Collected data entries
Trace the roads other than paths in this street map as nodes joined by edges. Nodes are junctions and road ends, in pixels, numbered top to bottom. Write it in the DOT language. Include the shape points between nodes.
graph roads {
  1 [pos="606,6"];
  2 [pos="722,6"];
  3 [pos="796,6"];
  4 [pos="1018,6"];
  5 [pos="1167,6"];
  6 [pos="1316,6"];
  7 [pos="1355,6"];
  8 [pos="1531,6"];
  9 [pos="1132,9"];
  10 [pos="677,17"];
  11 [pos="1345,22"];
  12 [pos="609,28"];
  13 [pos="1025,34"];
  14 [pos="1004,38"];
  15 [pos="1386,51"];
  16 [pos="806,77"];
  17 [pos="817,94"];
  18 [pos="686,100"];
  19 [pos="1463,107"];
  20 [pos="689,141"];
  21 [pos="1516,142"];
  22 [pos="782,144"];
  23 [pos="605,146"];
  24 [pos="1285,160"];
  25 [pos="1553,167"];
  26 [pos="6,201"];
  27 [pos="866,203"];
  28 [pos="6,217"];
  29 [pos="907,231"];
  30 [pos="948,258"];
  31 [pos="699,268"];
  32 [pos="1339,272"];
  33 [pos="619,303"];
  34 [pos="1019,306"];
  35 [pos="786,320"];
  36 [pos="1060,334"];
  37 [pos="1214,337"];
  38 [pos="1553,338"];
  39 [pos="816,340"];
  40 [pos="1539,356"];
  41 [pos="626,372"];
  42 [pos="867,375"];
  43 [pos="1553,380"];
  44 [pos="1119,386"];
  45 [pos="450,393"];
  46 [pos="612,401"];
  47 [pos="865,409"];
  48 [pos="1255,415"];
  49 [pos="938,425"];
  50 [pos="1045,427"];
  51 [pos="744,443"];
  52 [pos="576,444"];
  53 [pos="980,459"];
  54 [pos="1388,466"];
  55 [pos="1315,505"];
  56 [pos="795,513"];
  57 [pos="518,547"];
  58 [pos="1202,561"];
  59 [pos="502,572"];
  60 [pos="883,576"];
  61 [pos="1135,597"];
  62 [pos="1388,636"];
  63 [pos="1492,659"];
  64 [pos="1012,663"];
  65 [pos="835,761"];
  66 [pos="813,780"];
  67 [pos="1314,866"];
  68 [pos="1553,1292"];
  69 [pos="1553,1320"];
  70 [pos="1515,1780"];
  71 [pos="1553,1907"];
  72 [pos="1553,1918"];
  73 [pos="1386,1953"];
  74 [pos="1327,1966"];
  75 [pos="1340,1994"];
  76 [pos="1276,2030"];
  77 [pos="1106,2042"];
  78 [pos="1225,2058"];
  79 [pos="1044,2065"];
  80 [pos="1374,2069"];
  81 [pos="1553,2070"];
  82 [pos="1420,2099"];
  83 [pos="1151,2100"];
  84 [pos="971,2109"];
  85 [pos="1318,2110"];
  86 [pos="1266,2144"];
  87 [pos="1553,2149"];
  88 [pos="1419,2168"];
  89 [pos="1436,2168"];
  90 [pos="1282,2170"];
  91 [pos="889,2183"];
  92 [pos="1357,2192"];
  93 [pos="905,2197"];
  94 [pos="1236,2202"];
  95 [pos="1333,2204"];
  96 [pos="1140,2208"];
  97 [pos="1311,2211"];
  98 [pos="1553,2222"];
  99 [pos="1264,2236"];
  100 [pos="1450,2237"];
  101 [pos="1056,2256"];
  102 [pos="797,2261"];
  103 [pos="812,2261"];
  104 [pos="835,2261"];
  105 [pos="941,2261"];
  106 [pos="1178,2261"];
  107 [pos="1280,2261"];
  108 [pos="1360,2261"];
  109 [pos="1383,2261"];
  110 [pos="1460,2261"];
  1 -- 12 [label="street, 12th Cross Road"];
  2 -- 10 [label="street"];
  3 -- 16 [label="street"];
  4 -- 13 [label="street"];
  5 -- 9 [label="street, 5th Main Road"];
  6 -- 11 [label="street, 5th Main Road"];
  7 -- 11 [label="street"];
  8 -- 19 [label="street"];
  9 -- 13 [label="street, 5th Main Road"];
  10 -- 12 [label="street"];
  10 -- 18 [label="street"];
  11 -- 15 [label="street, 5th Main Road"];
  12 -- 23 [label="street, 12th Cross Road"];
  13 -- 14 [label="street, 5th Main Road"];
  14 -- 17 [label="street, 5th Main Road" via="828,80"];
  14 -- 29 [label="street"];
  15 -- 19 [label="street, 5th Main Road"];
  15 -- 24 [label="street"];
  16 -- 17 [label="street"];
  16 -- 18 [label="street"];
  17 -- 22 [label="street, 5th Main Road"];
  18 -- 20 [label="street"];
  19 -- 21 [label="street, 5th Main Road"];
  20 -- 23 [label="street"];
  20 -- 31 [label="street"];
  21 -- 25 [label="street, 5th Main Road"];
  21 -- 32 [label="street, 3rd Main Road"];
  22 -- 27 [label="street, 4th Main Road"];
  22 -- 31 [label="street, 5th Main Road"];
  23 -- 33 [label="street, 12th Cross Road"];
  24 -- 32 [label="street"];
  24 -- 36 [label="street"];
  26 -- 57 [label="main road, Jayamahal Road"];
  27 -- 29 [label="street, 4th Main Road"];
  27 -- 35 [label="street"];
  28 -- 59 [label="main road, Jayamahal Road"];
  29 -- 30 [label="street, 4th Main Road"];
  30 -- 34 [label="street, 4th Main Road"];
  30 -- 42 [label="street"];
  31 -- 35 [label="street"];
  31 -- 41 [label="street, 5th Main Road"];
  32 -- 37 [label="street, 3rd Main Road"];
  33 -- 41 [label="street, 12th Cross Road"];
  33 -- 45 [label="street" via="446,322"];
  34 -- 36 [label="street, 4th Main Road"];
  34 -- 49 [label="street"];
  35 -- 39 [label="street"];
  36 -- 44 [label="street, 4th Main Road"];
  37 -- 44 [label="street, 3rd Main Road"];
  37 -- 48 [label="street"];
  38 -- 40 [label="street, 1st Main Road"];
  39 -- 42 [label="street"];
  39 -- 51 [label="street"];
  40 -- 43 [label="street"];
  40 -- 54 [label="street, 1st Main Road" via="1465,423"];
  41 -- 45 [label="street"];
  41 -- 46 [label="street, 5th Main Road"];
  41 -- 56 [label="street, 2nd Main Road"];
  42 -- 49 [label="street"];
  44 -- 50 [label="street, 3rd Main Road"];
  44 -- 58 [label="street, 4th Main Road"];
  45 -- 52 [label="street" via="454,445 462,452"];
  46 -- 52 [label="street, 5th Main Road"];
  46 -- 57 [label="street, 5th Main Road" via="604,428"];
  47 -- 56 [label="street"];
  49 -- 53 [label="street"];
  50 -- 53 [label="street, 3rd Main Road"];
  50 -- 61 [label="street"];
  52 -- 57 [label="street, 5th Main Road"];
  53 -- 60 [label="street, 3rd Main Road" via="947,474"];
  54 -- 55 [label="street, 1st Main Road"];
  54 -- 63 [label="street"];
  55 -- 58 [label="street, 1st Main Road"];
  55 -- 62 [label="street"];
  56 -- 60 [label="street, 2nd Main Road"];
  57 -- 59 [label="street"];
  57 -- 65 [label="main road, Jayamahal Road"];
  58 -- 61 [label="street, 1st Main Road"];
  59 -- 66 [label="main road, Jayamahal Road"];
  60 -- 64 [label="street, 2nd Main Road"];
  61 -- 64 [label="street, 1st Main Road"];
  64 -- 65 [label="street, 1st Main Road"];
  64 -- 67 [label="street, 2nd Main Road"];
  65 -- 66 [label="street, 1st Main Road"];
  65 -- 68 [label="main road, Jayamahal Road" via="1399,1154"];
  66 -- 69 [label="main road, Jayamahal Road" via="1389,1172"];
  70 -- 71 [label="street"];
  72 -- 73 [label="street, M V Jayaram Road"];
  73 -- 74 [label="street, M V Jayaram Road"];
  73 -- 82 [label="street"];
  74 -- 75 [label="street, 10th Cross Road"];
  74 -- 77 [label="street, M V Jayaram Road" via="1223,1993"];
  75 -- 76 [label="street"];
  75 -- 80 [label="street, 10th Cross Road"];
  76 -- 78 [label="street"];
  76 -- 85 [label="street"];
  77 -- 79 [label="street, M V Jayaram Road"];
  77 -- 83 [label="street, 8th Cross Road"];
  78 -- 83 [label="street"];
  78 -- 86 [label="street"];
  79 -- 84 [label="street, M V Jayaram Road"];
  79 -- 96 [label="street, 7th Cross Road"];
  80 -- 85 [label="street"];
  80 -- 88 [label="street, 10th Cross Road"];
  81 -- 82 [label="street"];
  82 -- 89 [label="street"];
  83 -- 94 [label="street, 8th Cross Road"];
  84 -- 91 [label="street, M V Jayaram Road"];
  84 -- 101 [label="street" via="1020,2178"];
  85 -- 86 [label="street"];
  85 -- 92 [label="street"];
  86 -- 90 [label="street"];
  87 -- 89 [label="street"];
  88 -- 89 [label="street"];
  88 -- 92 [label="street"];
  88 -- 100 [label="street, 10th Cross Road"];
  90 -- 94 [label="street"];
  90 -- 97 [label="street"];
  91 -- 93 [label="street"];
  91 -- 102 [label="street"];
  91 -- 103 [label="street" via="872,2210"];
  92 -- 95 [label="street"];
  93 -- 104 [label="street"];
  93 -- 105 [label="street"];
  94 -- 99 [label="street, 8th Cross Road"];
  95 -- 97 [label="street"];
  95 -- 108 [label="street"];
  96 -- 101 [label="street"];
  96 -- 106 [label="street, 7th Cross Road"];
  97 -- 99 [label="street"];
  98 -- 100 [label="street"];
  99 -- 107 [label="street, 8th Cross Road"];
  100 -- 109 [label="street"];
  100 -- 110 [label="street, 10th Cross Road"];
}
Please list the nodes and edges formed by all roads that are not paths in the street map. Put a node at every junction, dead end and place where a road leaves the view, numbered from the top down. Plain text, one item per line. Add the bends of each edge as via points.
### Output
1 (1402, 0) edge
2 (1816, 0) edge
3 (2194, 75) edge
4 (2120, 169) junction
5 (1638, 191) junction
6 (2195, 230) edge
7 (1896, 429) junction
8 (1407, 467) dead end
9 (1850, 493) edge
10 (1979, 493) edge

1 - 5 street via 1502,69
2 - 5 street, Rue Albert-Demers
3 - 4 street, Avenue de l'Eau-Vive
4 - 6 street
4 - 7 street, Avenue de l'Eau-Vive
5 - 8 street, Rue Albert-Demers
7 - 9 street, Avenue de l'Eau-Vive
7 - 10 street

### Task instructions
Copy the lines that hold the word "dead". Take them from the records above.

### Exercise output
Please list the nodes and edges formed by all roads that are not paths in the street map. Put a node at every junction, dead end and place where a road leaves the view, numbered from the top down. Plain text, one item per line. Add the bends of each edge as via points.
8 (1407, 467) dead end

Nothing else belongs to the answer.